I got sprung from the hospital about 90 minutes ago.
I think I have to give you a little tutorial.
I have to assume you know at least something about simple harmonic waves, resonance, and the propagation of sound. I also have to assume you have some acquaintance with the physics of the Helmholtz resonators and pipes.
Now a ported speaker enclosure is a Helmholtz resonator. The box has a resonance Fb. This is determined by the box volume and the dimensions of the port.
The speaker driver has two resonances. There is the mechanical resonance Qms determined by the weight of the cone and and the stiffness off the suspension. Now the Q of a resonances specifies the width of the resonance. The shape of the knee if you like.
Since the driver is an inductor it has electrical resonance specified by Qes.
Now there is a total resonance defined by Qts. These parameters determine the resonance of a speaker driver in free air, Fs. This pretty much sets the lowest frequency possible from the driver. For most deigns especially sealed it will be significantly above this frequency.
Now there is another very important driver parameter, that is the equivalent volume Vas. This is the volume of enclosed air at standard atmospheric pressure that has the same compliance, springyness, as the driver. It IS NOT the optimal box volume.
Now the driver parameters, and box parameters define the total performance of the system, which is defined by the point at which the system response is down 3 db form the average system level. This is the F3. The total system resonance is defined by the total Q which is Qtc, and in a ported system losses around the box resonant frequency Fb, this is QL.
I now want you to understand the specifications of the ported mid Qt insert ported sub.
Please download and print the pdf. in this post.
http://forums.audioholics.com/forums/showpost.php?p=408584&postcount=59
The Fs of the driver is 22.9 Hz. The Fb is 18.6 Hz. The tuning volume for for this is Vb is 4.63 cu. ft, and making allowance for driver volume and port we get a total enclosure volume of 5.79 cu.ft.
This enclosure is tuned by a slot vent, or port, that is 2.5 in X 12.5 inches and is 50.19 inches long. This long vent has to be built into the cabinet. The weight of air and its resistance is the weight on the spring so to speak determining Fb.
Now there is one aspect of this port you need to understand. The slot vent is in effect an open pipe. The resonant frequency of this pipe is the speed of sound divided by twice the vent length. This is 132 Hz. This fundamental, and the even harmonics of this fundamental have to be suppressed. You can do this by making sure that the crossover has fourth order, 24 db/octave slope, beginning at no higher than 66 Hz. Or else you need to make sure your plate amp has parametric Eq so you can notch out 132 Hz. The latter is best.
Now lets go through the graphs.
The first graph shows the relationship between frequency and output in db. Note that there is a 3db peak at 35 Hz. This is very good. The 3db point, F3, is about 18 Hz. Now I have played with QL to optimize the flatness of the response and at the same time extend it to 20 Hz.

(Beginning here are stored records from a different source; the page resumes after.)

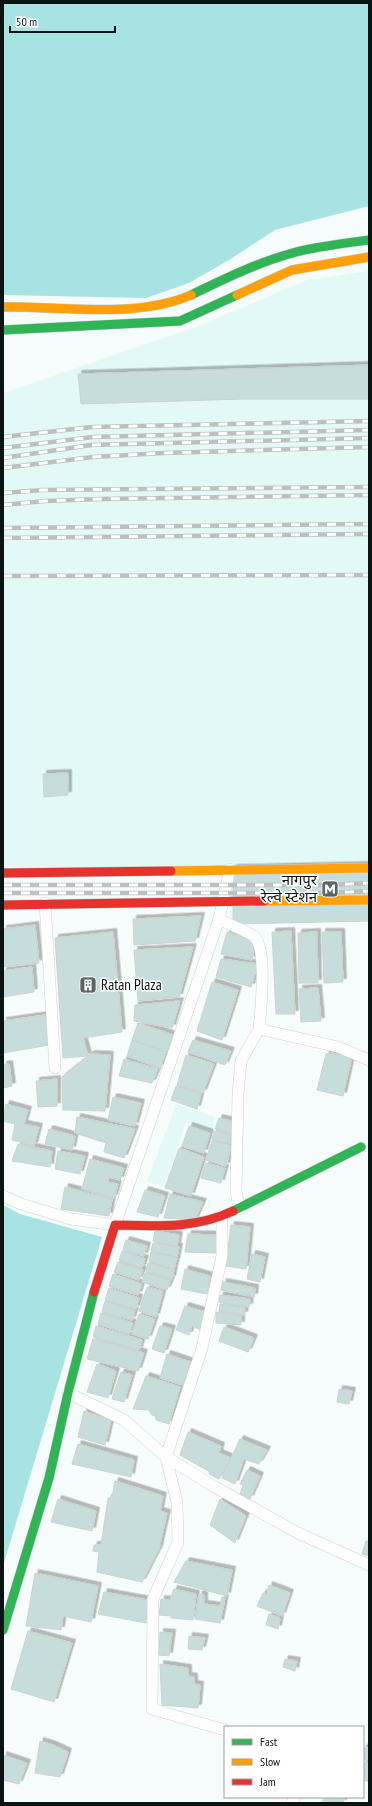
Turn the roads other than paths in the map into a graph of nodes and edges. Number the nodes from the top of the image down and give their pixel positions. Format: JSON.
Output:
{"nodes":[{"id":1,"x":369,"y":240,"type":"edge"},
{"id":2,"x":369,"y":257,"type":"edge"},
{"id":3,"x":3,"y":307,"type":"edge"},
{"id":4,"x":3,"y":330,"type":"edge"},
{"id":5,"x":369,"y":868,"type":"edge"},
{"id":6,"x":230,"y":870,"type":"junction"},
{"id":7,"x":3,"y":873,"type":"edge"},
{"id":8,"x":369,"y":900,"type":"edge"},
{"id":9,"x":44,"y":903,"type":"junction"},
{"id":10,"x":224,"y":903,"type":"junction"},
{"id":11,"x":3,"y":905,"type":"edge"},
{"id":12,"x":219,"y":919,"type":"junction"},
{"id":13,"x":260,"y":1029,"type":"junction"},
{"id":14,"x":369,"y":1060,"type":"edge"},
{"id":15,"x":55,"y":1068,"type":"dead end"},
{"id":16,"x":361,"y":1147,"type":"dead end"},
{"id":17,"x":3,"y":1196,"type":"edge"},
{"id":18,"x":239,"y":1209,"type":"junction"},
{"id":19,"x":222,"y":1216,"type":"junction"},
{"id":20,"x":115,"y":1225,"type":"junction"},
{"id":21,"x":68,"y":1393,"type":"junction"},
{"id":22,"x":166,"y":1457,"type":"junction"},
{"id":23,"x":369,"y":1565,"type":"edge"},
{"id":24,"x":3,"y":1630,"type":"edge"},
{"id":25,"x":224,"y":1730,"type":"edge"}],
"edges":[{"from":1,"to":3,"type":"main road"},
{"from":2,"to":4,"type":"main road"},
{"from":5,"to":6,"type":"main road"},
{"from":6,"to":7,"type":"main road"},
{"from":6,"to":10,"type":"street"},
{"from":8,"to":10,"type":"main road"},
{"from":9,"to":10,"type":"main road"},
{"from":9,"to":11,"type":"main road"},
{"from":9,"to":15,"type":"street"},
{"from":10,"to":12,"type":"street"},
{"from":12,"to":13,"type":"street"},
{"from":12,"to":20,"type":"street"},
{"from":13,"to":14,"type":"street"},
{"from":13,"to":18,"type":"street"},
{"from":16,"to":18,"type":"main road"},
{"from":17,"to":20,"type":"street"},
{"from":18,"to":19,"type":"main road"},
{"from":19,"to":20,"type":"main road"},
{"from":19,"to":22,"type":"street"},
{"from":20,"to":21,"type":"main road"},
{"from":21,"to":22,"type":"street"},
{"from":21,"to":24,"type":"main road"},
{"from":22,"to":23,"type":"street"},
{"from":22,"to":25,"type":"street"}]}
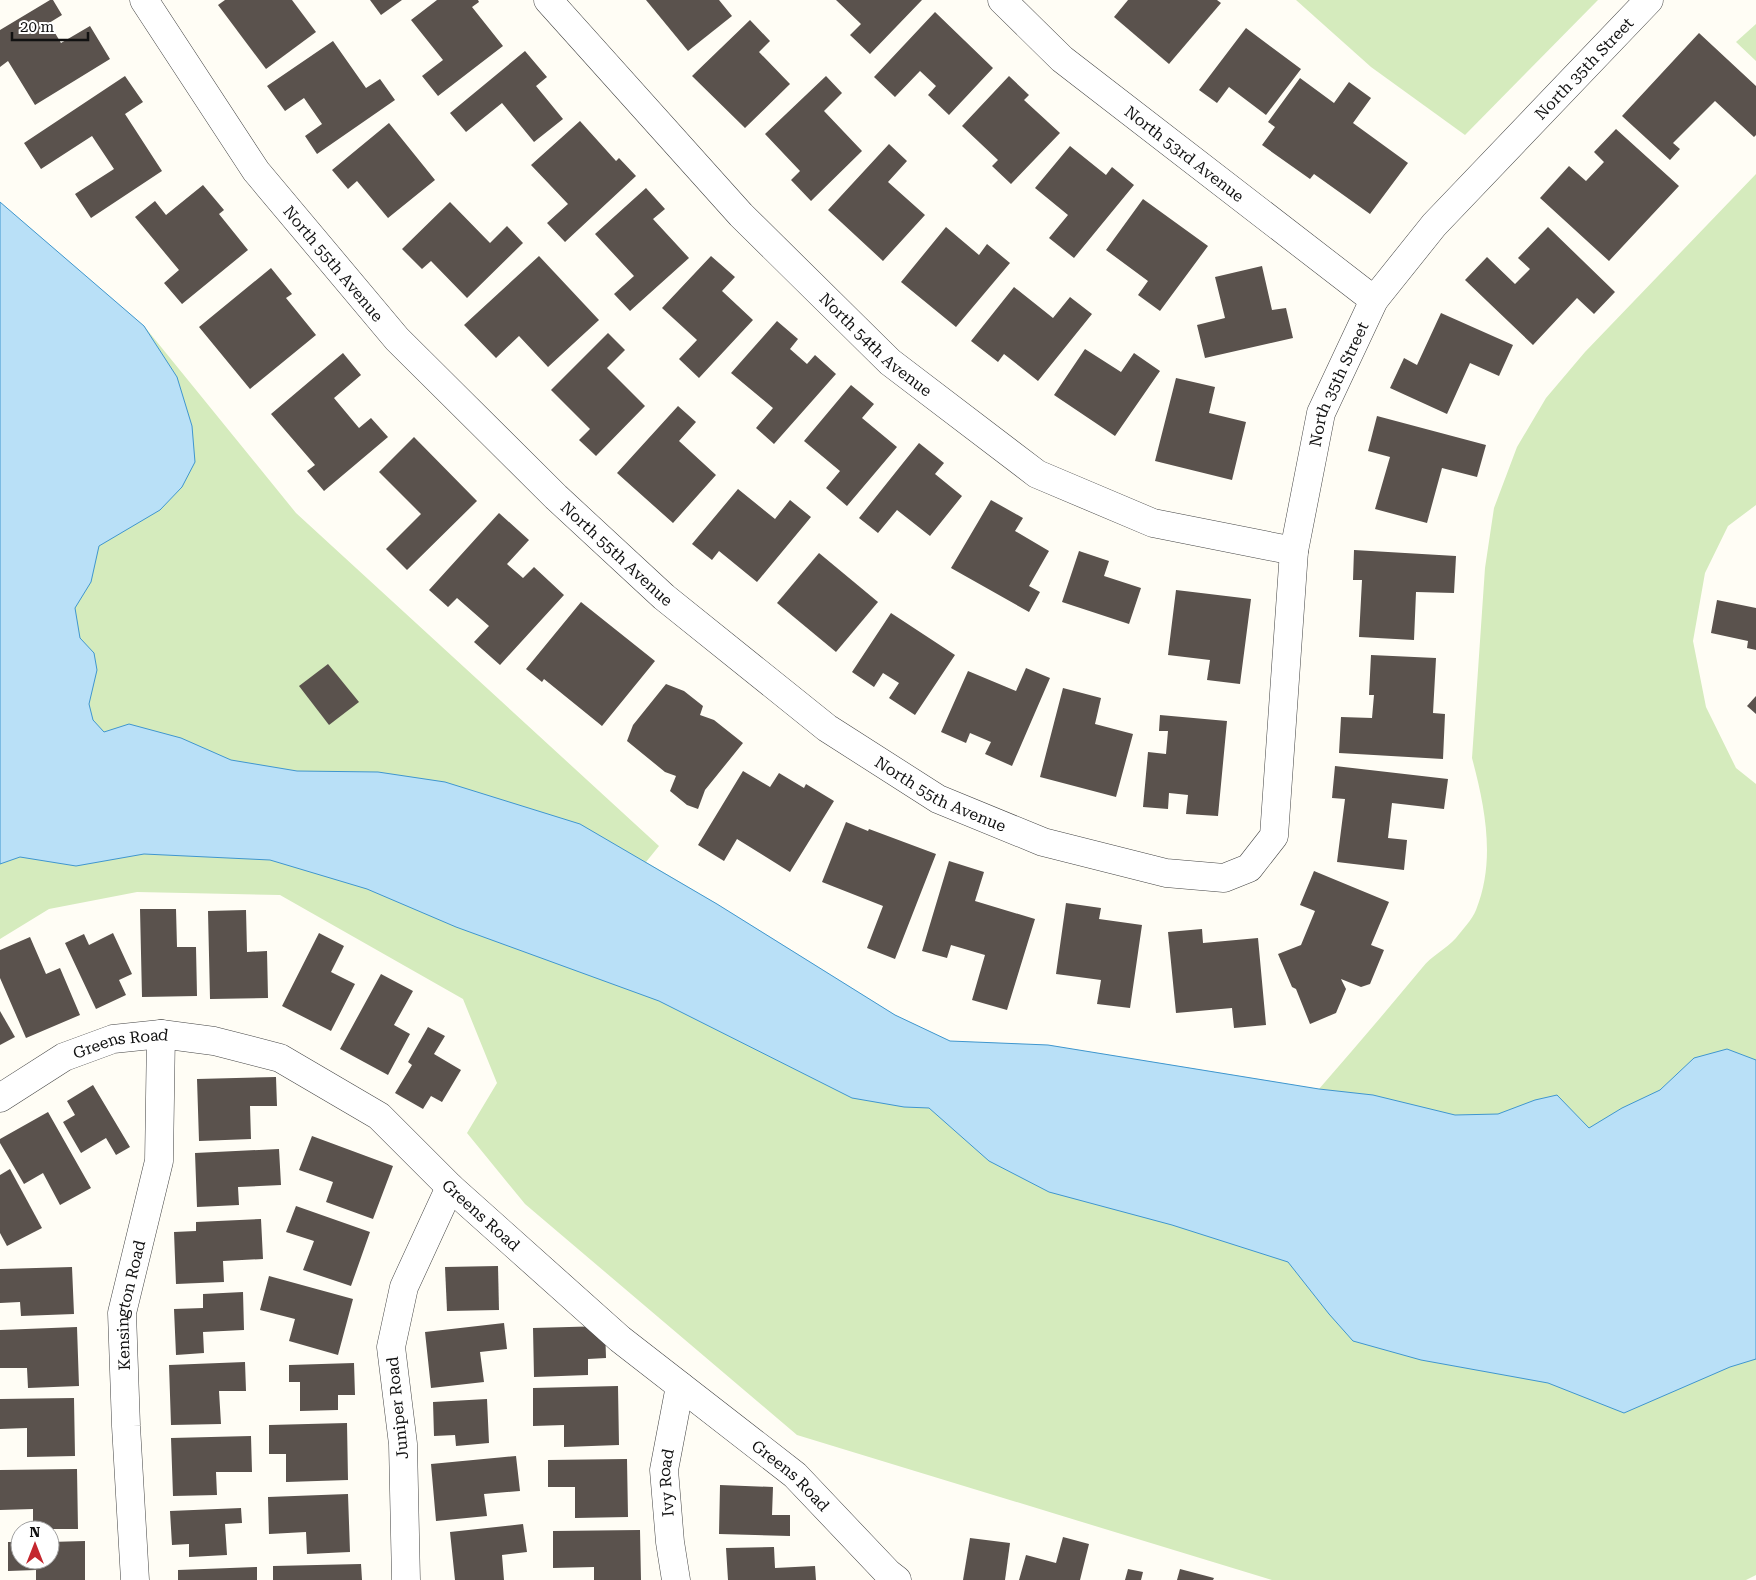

The second graph shows the absolute db level possible with frequency for this system. It is 109 to 112 db through the sub operating range. This is plenty.
The third graph plots the absolute spl. versus frequency.
The fourth graph the absolute power input versus frequency.
The fourth graph is very important to understand and plots cone displacement against frequency. Note the maximum linear cone travel of this driver, xmax, is 16.75 mm. Please note that there is a cone displacement of 14.5 mm at around 30 Hz, at full power. Now note as the box tuning kicks in, the pressure really builds as port output becomes dominant and cone displacement drops to 6 mm at 20 Hz. Below system resonance the driver decouples and cone displacement goes off the clock and exceeds xmax by 15 Hz. This is wasted effort, and although the cone movement looks dramatic it is low spl highly distorted output. This graph shows why with a ported enclosure, a subsonic filter is a good idea.
The fifth graph is also important. It shows the air vent speed with frequency.
The maximum air velocity is 12 m/sec at 15 Hz. This is excellent and will not cause chuffing or port compression.
The sixth graph shows the impedance plotted against frequency and shows the classic double humped curve of a well aligned ported enclosure.
The final and seventh graph shows the phase response. You can see as the port takes over there is a maximum phase shift of around 130 degrees.
There is not enough space allowed on this site to post the group delay plot. They only allow 100 KB. It would be nice if those of us who get requests for this kind of help could have a slightly more generous allowance. There is significant group delay as the output transfers to the port, but nothing that is not typical for a ported sub.
So we are trusting the manufacturer, Infinity, to post reliable Thiel/Small parameters, and to build consistent drivers.
You are trusting a retired physician, who some members vow should be in the nursing home, to have optimally modeled this design. So you will have to take this design with some degree of trust. That will be your call.